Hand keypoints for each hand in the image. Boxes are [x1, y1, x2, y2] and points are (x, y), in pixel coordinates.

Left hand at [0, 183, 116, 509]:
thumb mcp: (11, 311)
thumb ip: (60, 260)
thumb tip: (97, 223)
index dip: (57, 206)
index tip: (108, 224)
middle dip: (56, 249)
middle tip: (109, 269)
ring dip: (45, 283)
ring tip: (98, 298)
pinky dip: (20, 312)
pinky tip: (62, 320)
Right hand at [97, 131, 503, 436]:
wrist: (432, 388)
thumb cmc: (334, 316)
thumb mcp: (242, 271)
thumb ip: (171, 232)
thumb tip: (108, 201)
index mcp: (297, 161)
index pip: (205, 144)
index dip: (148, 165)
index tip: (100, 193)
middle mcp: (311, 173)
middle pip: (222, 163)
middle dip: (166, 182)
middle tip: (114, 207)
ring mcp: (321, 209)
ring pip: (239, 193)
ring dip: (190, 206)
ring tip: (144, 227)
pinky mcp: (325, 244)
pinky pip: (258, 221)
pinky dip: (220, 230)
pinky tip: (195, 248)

• _TO DO_
Where the string "pinky" occurs in a line of the material above, copy the whole line.

• _WRITTEN RESPONSE_
pinky dip: (20, 312)
pinky tip: (62, 320)
pinky mcp: (325, 244)
pinky pip: (258, 221)
pinky dip: (220, 230)
pinky tip: (195, 248)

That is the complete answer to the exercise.